## Goal of the exercise
Please copy each line from the entries that contains the string "Thour".

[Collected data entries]
_ _ _
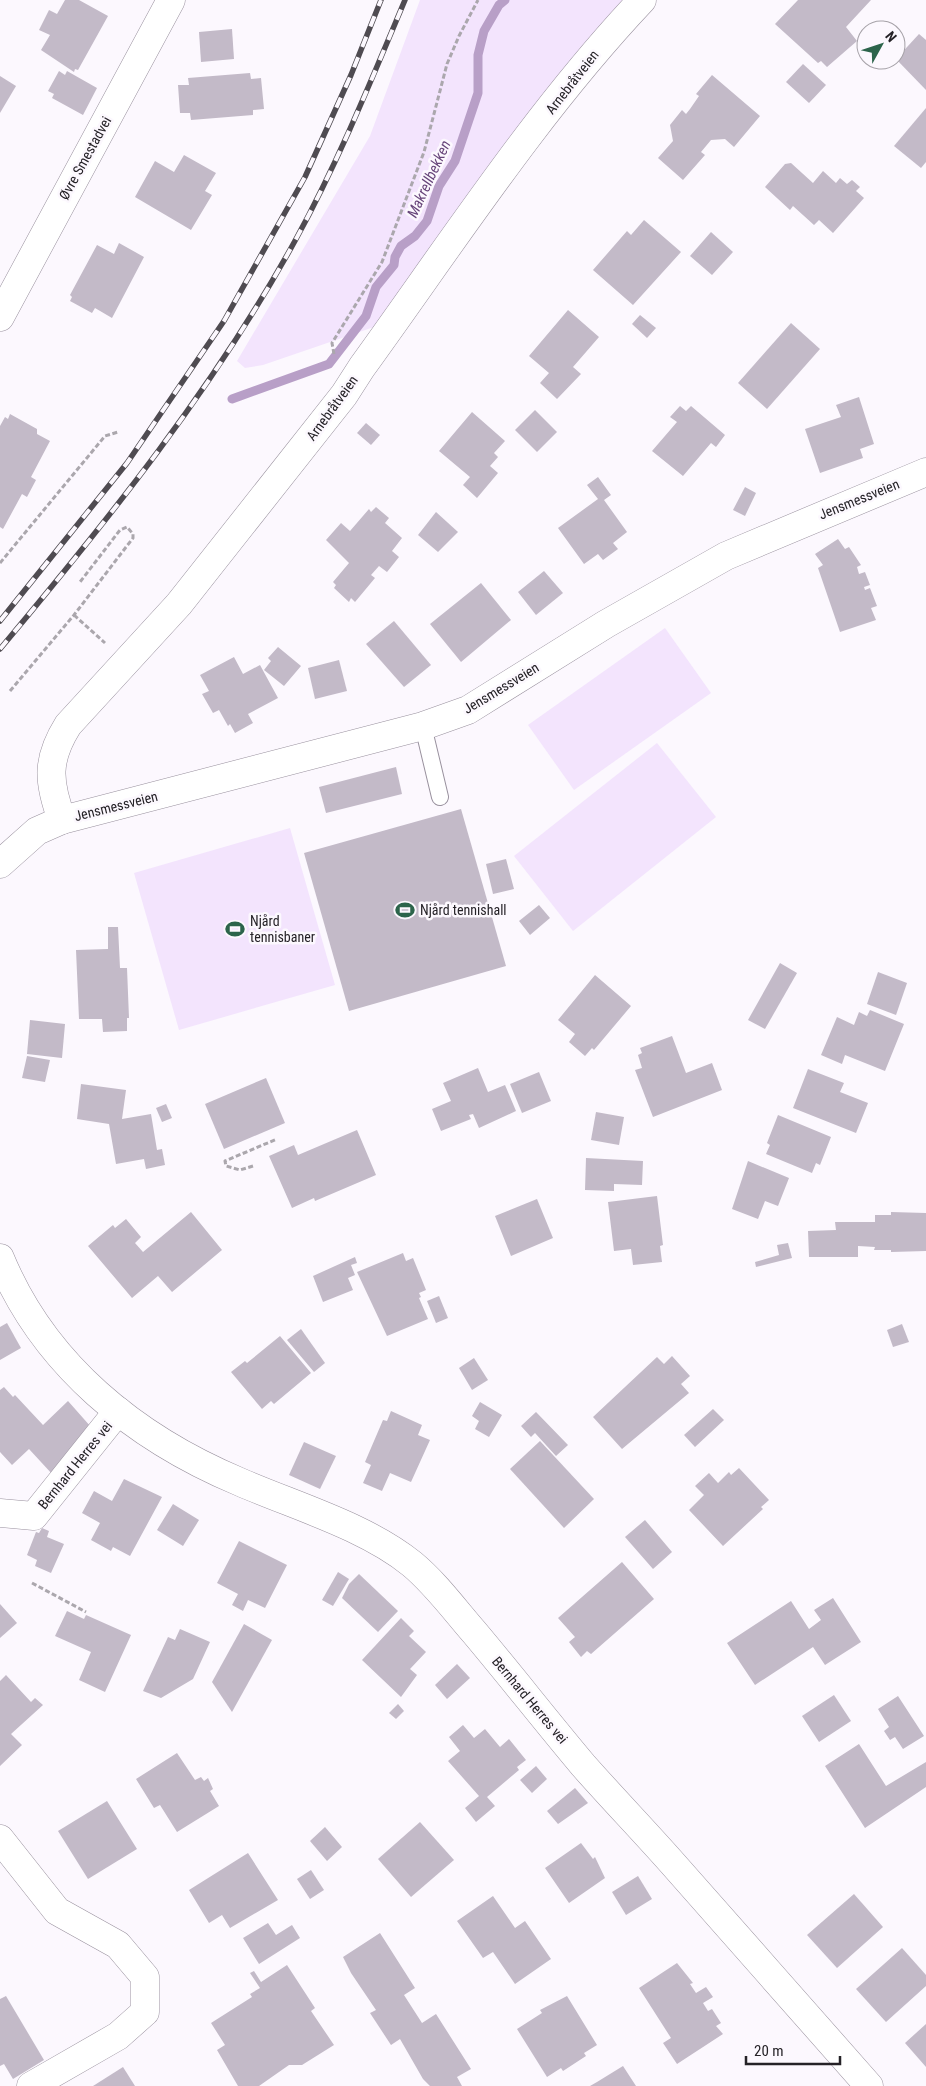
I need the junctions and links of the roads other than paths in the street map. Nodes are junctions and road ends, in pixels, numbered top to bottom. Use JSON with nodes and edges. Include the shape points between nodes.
{"nodes":[{"id":1,"x":171,"y":0,"type":"edge"},
{"id":2,"x":642,"y":0,"type":"edge"},
{"id":3,"x":0,"y":316,"type":"edge"},
{"id":4,"x":926,"y":472,"type":"edge"},
{"id":5,"x":423,"y":726,"type":"junction"},
{"id":6,"x":440,"y":797,"type":"dead end"},
{"id":7,"x":62,"y":820,"type":"junction"},
{"id":8,"x":0,"y":864,"type":"edge"},
{"id":9,"x":0,"y":1258,"type":"edge"},
{"id":10,"x":118,"y":1410,"type":"junction"},
{"id":11,"x":0,"y":1513,"type":"edge"},
{"id":12,"x":0,"y":1839,"type":"edge"},
{"id":13,"x":31,"y":2086,"type":"edge"},
{"id":14,"x":869,"y":2086,"type":"edge"}],
"edges":[{"from":1,"to":3,"type":"street","name":"Øvre Smestadvei"},
{"from":2,"to":7,"type":"street","name":"Arnebråtveien","via":[[554,104],[332,411],[179,604],[68,725],[52,759],[50,776]]},
{"from":4,"to":5,"type":"street","name":"Jensmessveien","via":[[726,556],[606,624],[468,710]]},
{"from":5,"to":6,"type":"lane"},
{"from":5,"to":7,"type":"street","name":"Jensmessveien"},
{"from":7,"to":8,"type":"street","name":"Jensmessveien","via":[[37,832]]},
{"from":9,"to":10,"type":"street","name":"Bernhard Herres vei","via":[[11,1284],[53,1348],[95,1394]]},
{"from":10,"to":11,"type":"street","name":"Bernhard Herres vei","via":[[34,1516]]},
{"from":10,"to":14,"type":"street","name":"Bernhard Herres vei","via":[[146,1433],[180,1454],[368,1537],[412,1564],[449,1602],[585,1767]]},
{"from":12,"to":13,"type":"street","via":[[57,1911],[118,1945],[145,1977],[145,2012],[118,2036]]}]}
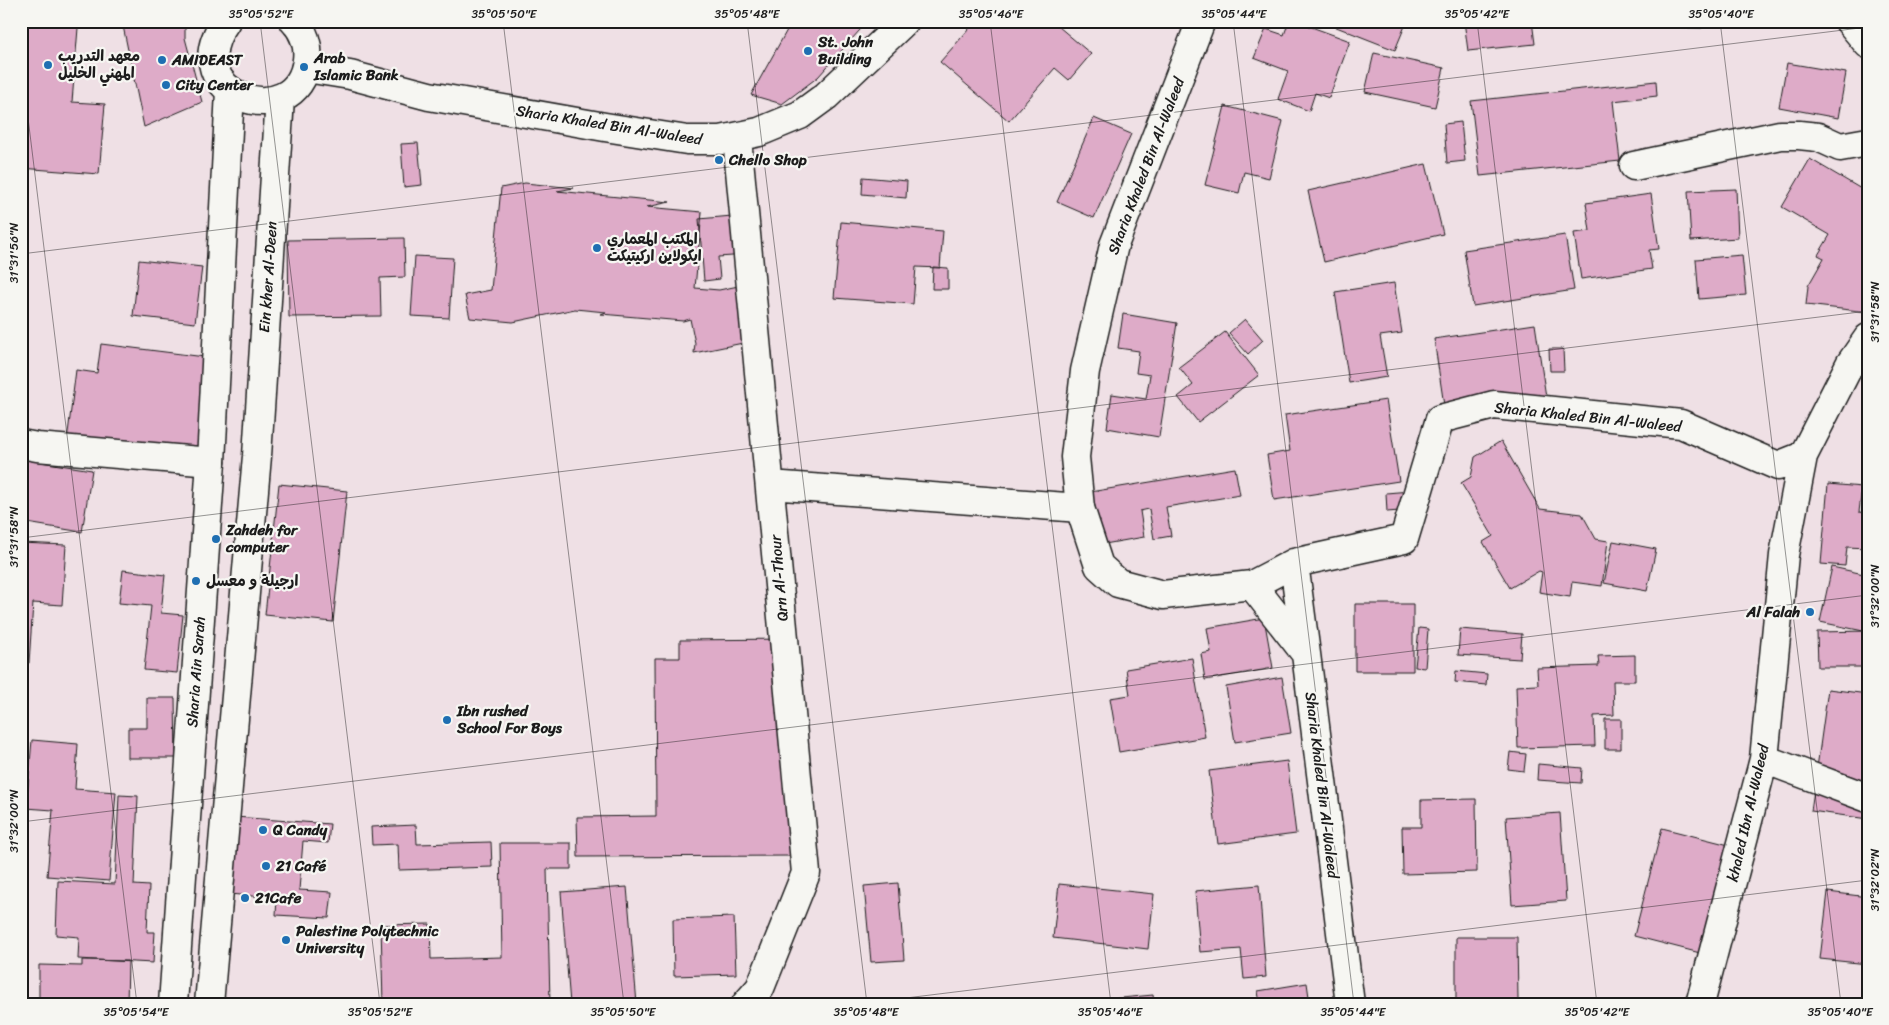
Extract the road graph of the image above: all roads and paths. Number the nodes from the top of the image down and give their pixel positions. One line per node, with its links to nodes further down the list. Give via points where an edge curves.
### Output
1 (905, 21): 10 (street, Sharia Khaled Bin Al-Waleed, via 812,107 772,128)
2 (1201, 21): 18 (street, Sharia Khaled Bin Al-Waleed, via 1114,245 1086,371 1075,457)
3 (1849, 21): 6 (street)
4 (296, 22): 7 (street, via 305,37)
5 (218, 27): 8 (street, via 213,49 214,64 219,79)
6 (1868, 44)
7 (306, 68): 9 (street, via 291,91); 10 (street, Sharia Khaled Bin Al-Waleed, via 350,75 429,96 614,129 687,140)
8 (230, 91): 9 (street, via 254,101); 16 (street, Sharia Ain Sarah)
9 (280, 98): 25 (street, Ein kher Al-Deen, via 257,456)
10 (737, 138): 17 (street, Qrn Al-Thour)
11 (1868, 142): 12 (street, via 1840,147 1818,138 1780,135)
12 (1634, 166)
13 (1868, 338): 15 (street, khaled Ibn Al-Waleed, via 1850,364)
14 (21, 444): 16 (street)
15 (1804, 456): 19 (street, Sharia Khaled Bin Al-Waleed, via 1778,466 1681,424 1494,405 1440,419 1404,539); 22 (street, khaled Ibn Al-Waleed, via 1784,555)
16 (211, 462): 24 (street, Sharia Ain Sarah)
17 (770, 485): 18 (street); 26 (street, Qrn Al-Thour, via 806,873 760,988)
18 (1080, 508): 20 (street, Sharia Khaled Bin Al-Waleed, via 1099,566 1118,583 1163,595)
19 (1294, 563): 20 (street, Sharia Khaled Bin Al-Waleed); 21 (street, Sharia Khaled Bin Al-Waleed)
20 (1252, 585): 21 (street)
21 (1306, 654): 27 (street, Sharia Khaled Bin Al-Waleed)
22 (1764, 760): 23 (street); 28 (street, khaled Ibn Al-Waleed)
23 (1868, 798)
24 (173, 1004)
25 (209, 1004)
26 (746, 1004)
27 (1350, 1004)
28 (1700, 1004)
_ _ _
## Task output
10 (737, 138): 17 (street, Qrn Al-Thour)
17 (770, 485): 18 (street); 26 (street, Qrn Al-Thour, via 806,873 760,988)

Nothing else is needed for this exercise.